[Stored items]
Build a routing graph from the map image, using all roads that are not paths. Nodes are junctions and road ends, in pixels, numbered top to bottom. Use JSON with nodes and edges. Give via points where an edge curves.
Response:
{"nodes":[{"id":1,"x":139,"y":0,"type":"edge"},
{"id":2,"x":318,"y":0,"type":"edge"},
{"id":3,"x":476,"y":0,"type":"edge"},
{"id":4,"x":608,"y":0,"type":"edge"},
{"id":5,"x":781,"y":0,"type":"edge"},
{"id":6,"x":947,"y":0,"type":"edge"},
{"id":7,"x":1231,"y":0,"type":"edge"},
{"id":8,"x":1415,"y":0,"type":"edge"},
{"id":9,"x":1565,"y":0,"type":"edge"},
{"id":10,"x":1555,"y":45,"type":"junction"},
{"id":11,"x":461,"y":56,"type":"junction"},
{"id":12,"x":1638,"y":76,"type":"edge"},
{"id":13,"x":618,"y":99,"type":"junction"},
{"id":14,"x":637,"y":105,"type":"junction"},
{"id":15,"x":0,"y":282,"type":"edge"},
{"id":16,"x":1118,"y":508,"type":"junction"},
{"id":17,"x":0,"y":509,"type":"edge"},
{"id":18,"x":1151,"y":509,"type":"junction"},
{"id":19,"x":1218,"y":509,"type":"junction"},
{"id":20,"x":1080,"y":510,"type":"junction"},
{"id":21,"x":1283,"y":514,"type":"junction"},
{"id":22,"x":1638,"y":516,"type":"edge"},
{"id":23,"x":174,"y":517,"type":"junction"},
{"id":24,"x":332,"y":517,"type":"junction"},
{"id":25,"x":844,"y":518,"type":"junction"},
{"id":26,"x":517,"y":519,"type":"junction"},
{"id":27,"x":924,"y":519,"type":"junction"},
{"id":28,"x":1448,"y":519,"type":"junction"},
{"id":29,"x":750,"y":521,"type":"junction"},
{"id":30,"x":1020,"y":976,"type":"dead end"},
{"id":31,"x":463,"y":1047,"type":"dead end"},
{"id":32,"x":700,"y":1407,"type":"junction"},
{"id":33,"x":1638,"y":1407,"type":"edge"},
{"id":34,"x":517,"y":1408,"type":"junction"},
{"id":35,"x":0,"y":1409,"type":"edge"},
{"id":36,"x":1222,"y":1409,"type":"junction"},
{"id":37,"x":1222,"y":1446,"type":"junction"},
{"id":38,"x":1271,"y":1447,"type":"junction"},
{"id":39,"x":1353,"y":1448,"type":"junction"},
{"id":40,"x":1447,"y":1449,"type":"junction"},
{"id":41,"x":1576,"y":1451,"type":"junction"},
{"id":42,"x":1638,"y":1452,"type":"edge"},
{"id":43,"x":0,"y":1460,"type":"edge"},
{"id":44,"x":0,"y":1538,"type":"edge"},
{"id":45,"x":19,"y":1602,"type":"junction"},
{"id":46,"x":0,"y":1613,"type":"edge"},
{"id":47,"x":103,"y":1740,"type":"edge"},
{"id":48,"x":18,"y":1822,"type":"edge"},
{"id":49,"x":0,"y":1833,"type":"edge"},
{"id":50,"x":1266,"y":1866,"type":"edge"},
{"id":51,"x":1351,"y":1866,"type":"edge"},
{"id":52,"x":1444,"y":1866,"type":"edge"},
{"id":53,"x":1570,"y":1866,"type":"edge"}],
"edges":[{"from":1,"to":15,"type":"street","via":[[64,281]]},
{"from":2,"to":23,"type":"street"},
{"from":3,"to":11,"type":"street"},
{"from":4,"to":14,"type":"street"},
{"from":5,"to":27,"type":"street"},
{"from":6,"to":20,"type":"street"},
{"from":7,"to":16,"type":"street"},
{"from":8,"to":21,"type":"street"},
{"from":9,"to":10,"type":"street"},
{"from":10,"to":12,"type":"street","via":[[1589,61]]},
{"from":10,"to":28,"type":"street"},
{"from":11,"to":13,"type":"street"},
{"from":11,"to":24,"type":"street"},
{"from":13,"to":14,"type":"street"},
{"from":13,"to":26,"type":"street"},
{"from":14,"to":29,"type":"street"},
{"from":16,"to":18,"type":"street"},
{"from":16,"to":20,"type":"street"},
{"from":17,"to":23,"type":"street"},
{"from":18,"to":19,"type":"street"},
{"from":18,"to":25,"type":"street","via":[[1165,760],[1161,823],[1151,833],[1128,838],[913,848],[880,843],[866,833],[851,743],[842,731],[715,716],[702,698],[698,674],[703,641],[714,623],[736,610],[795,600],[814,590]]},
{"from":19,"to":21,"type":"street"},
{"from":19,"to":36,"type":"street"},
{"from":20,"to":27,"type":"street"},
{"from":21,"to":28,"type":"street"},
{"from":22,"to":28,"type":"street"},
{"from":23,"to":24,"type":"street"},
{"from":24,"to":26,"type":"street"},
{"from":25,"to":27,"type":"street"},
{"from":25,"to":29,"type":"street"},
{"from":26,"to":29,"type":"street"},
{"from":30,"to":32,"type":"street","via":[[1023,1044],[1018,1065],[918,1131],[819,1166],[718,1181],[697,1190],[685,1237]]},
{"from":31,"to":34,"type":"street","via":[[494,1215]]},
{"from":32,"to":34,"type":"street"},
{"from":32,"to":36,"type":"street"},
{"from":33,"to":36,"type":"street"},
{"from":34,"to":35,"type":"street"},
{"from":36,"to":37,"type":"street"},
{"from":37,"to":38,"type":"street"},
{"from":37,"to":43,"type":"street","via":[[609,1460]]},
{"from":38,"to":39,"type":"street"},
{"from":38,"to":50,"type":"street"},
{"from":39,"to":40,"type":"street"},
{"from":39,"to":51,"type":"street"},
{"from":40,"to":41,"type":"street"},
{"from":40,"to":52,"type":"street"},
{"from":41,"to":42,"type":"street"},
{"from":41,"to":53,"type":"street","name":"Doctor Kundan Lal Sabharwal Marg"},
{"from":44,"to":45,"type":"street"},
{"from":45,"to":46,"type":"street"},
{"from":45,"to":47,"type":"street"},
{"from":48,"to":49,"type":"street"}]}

About this task>
Every line above that holds the string "dead" should be returned.

Output of the exercise>
{"id":30,"x":1020,"y":976,"type":"dead end"},
{"id":31,"x":463,"y":1047,"type":"dead end"},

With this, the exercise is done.